§ **Goal of the exercise**
Only the lines below starting at the one containing "surface = cairo.ImageSurface(cairo.Format.RGB24, 2539, 853)" and ending at the one containing "ctx.set_font_options(options)" belong in the answer, each copied exactly.

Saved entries
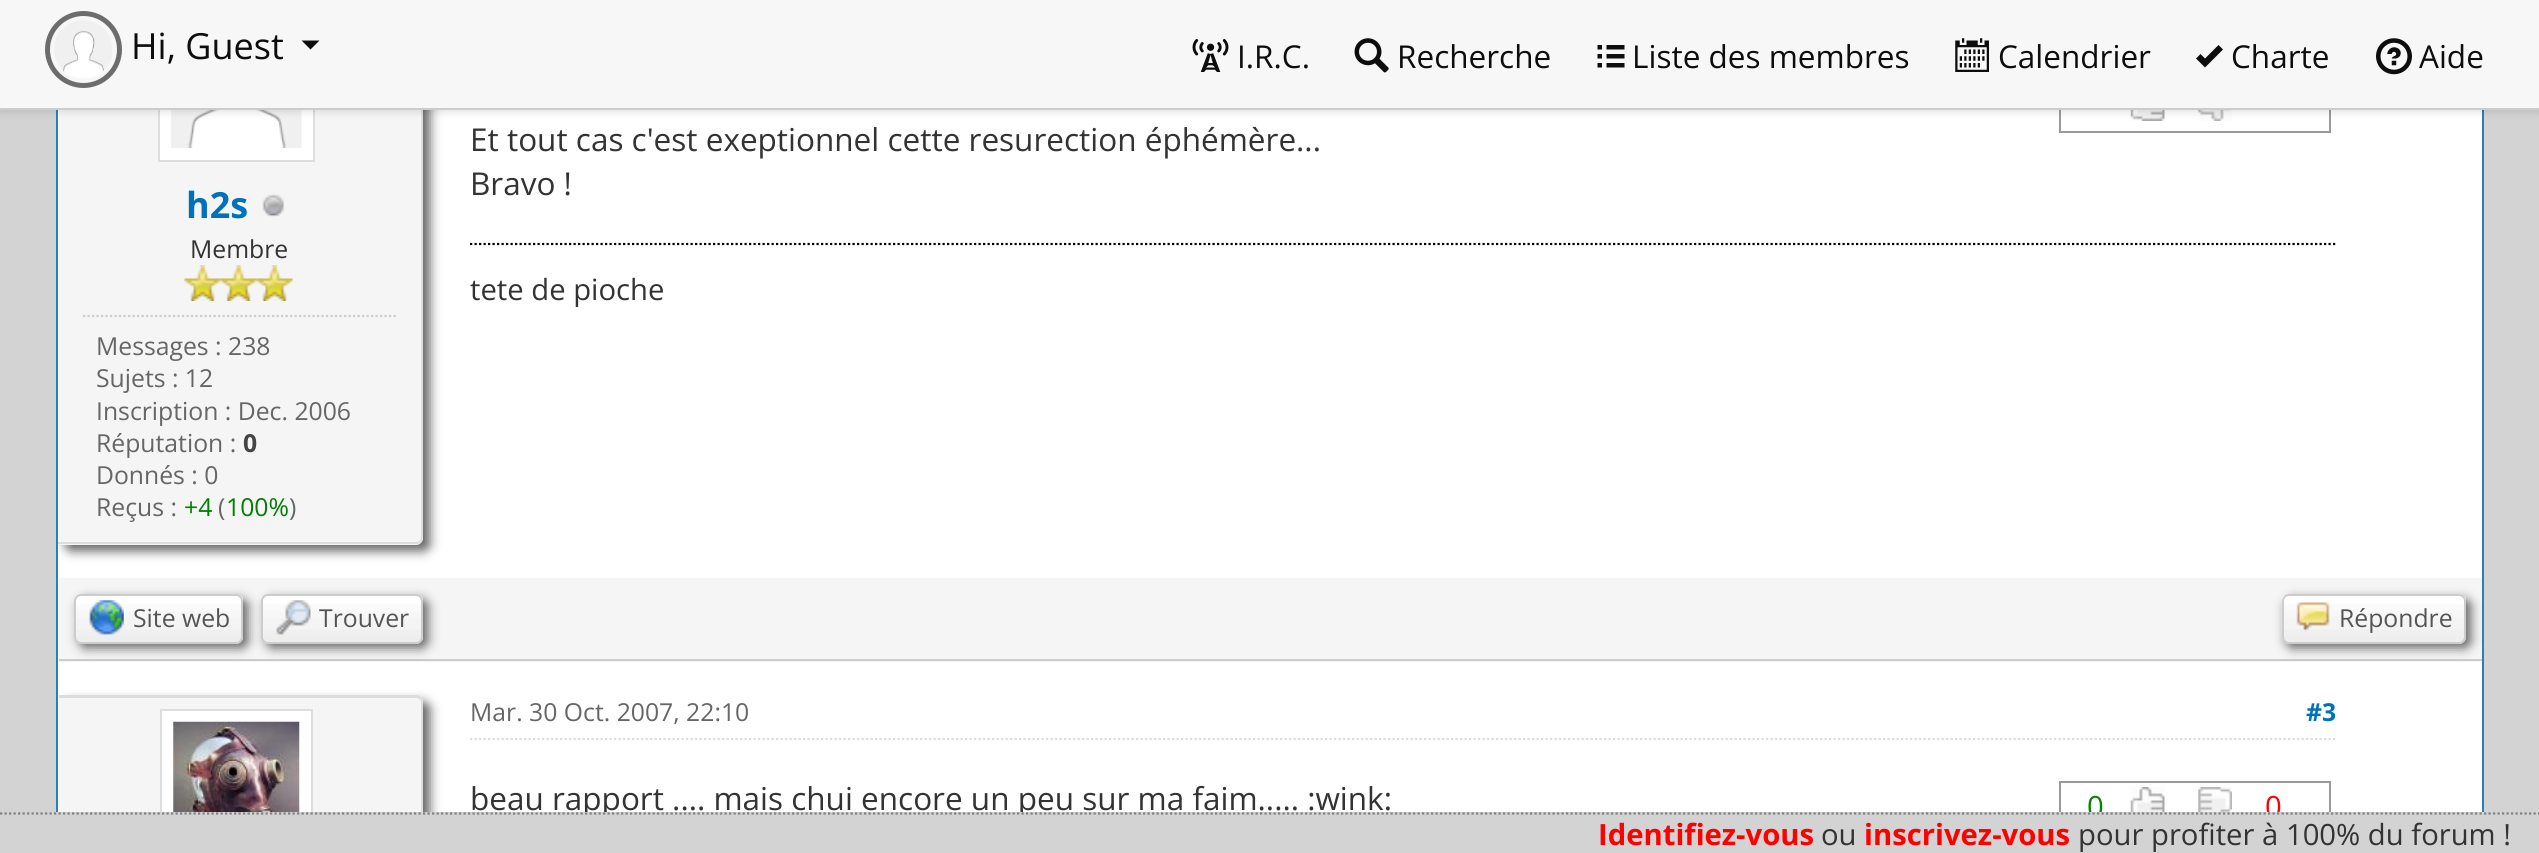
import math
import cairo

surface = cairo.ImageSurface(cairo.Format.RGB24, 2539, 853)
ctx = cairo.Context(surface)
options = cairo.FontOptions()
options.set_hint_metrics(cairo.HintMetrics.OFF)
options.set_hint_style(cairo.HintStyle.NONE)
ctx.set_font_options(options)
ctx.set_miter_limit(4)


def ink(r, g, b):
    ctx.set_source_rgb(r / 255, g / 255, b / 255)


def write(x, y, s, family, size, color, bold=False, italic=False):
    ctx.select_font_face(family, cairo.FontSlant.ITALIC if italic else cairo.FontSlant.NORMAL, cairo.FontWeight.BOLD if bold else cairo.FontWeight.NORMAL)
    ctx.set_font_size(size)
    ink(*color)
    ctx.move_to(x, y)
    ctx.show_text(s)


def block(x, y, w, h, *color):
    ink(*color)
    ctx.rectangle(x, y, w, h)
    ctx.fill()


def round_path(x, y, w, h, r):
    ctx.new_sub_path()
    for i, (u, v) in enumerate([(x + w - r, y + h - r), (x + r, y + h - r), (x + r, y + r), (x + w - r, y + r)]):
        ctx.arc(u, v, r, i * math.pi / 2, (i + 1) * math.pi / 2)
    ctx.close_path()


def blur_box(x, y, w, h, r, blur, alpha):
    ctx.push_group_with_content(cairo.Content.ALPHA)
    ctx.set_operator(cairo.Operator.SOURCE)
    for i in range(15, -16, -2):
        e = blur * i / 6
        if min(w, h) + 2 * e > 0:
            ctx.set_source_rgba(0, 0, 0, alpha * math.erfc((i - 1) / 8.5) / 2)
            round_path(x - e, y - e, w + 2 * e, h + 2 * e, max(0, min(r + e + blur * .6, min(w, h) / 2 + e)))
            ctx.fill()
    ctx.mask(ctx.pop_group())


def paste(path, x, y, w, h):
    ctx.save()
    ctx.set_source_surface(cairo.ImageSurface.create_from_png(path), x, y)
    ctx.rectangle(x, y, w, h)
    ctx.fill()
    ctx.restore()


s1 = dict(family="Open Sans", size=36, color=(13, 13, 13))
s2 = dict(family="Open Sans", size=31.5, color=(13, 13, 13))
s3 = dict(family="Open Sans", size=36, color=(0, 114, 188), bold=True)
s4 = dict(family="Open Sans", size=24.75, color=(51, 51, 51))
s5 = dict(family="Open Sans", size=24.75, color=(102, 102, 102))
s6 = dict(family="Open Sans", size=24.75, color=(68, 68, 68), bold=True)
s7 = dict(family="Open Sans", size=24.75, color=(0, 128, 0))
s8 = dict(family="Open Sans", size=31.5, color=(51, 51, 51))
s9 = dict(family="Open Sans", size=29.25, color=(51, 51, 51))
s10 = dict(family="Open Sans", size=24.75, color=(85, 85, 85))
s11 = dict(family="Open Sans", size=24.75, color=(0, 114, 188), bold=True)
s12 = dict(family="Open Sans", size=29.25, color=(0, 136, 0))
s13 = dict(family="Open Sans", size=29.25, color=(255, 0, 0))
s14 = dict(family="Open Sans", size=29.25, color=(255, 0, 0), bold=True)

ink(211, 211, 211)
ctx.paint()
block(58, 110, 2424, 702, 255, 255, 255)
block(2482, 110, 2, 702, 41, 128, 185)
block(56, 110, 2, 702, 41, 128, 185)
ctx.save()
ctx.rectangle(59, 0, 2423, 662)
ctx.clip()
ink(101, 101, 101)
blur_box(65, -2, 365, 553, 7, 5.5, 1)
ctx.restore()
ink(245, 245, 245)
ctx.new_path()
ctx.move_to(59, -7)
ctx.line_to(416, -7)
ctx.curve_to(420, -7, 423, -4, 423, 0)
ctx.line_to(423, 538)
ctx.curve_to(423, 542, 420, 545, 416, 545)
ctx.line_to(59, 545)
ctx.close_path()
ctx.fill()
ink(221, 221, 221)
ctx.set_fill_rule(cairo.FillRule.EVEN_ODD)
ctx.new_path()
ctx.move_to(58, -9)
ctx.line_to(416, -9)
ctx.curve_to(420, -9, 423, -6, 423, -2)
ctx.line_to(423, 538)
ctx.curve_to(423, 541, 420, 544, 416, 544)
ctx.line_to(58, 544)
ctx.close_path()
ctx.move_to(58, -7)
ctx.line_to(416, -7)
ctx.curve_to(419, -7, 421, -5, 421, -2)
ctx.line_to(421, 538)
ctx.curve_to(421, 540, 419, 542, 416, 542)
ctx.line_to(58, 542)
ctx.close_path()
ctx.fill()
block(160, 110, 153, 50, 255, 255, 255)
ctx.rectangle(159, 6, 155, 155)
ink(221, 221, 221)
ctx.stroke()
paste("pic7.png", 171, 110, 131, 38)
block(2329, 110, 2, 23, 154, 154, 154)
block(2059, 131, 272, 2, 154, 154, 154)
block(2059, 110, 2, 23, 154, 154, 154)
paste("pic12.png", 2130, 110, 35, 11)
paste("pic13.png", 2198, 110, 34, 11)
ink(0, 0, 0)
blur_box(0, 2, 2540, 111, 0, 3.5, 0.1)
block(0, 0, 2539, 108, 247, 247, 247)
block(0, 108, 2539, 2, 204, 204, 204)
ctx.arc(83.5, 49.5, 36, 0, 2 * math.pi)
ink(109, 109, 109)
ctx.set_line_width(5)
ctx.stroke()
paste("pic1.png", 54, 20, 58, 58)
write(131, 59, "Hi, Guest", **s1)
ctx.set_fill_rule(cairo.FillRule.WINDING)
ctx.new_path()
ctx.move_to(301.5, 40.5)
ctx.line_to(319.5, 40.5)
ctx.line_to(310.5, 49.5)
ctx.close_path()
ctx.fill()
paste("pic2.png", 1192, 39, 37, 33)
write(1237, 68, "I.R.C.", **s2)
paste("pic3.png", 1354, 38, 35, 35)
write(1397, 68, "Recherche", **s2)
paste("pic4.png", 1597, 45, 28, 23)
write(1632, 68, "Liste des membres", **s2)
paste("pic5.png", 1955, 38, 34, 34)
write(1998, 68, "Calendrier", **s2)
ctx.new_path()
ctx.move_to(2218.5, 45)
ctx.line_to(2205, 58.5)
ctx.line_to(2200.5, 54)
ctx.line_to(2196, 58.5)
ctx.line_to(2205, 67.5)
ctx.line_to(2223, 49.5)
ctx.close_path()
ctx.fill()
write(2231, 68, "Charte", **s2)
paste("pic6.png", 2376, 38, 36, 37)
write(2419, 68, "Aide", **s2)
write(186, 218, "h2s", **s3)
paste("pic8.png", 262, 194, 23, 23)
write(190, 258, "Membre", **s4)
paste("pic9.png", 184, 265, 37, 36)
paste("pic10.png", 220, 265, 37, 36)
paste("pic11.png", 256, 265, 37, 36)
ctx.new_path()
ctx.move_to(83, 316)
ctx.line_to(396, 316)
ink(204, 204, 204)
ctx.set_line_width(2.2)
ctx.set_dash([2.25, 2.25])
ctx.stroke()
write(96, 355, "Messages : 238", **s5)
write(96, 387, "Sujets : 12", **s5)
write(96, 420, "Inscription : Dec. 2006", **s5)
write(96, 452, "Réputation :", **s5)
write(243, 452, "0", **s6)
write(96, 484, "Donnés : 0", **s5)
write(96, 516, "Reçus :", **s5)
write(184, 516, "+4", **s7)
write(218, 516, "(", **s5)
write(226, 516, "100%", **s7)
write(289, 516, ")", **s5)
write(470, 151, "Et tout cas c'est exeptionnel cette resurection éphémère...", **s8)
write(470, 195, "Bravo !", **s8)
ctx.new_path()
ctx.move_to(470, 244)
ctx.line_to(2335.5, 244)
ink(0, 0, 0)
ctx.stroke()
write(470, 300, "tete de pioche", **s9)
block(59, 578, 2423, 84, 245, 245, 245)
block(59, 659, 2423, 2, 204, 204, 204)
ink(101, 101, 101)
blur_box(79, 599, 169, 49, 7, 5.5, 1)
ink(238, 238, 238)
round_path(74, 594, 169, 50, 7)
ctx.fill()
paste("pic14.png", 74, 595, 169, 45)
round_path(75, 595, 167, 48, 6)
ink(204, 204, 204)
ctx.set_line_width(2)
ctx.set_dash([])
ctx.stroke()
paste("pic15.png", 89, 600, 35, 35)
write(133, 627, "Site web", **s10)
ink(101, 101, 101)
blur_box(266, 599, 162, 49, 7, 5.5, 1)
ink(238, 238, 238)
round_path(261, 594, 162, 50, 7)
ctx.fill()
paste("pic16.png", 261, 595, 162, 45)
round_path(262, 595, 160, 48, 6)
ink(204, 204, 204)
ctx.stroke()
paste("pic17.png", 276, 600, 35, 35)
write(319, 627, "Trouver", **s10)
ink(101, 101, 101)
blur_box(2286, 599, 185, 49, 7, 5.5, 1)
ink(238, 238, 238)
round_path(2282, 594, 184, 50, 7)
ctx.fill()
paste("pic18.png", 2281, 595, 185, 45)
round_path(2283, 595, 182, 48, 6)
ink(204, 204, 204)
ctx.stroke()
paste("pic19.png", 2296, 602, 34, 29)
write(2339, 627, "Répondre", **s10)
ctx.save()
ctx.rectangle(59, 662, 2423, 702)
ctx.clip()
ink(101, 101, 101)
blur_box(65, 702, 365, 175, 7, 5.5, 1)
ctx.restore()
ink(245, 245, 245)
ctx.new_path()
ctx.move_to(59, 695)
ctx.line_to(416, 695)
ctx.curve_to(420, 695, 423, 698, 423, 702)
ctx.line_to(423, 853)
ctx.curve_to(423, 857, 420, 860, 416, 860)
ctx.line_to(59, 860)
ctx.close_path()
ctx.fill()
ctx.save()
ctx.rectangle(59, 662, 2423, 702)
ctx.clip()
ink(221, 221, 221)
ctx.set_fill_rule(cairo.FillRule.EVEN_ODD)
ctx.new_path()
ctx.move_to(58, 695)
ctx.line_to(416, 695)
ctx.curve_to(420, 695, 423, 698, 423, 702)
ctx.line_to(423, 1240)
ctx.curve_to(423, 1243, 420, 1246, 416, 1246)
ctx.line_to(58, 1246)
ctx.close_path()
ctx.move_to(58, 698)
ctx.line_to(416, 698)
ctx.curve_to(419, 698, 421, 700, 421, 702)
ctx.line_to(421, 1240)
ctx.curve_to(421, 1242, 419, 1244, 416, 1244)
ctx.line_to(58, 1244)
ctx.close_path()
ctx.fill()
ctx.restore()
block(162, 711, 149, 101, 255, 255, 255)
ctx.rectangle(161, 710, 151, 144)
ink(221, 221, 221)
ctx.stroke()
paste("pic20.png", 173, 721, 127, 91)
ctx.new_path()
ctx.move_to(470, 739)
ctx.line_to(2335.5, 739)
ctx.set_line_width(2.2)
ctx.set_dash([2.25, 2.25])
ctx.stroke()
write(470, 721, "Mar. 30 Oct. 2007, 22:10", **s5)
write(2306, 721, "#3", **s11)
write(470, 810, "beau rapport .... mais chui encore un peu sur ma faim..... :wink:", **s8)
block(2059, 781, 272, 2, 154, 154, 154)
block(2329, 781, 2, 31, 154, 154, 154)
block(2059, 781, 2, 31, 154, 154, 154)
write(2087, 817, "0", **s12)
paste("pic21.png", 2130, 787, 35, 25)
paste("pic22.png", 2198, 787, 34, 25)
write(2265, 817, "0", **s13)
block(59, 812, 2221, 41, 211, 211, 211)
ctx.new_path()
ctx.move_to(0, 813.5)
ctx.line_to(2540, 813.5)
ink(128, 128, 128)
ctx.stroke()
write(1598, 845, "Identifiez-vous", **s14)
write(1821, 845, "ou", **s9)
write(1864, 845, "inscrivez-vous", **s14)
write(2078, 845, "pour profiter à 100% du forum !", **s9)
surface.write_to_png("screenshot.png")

§ **Problem solution**
surface = cairo.ImageSurface(cairo.Format.RGB24, 2539, 853)
ctx = cairo.Context(surface)
options = cairo.FontOptions()
options.set_hint_metrics(cairo.HintMetrics.OFF)
options.set_hint_style(cairo.HintStyle.NONE)
ctx.set_font_options(options)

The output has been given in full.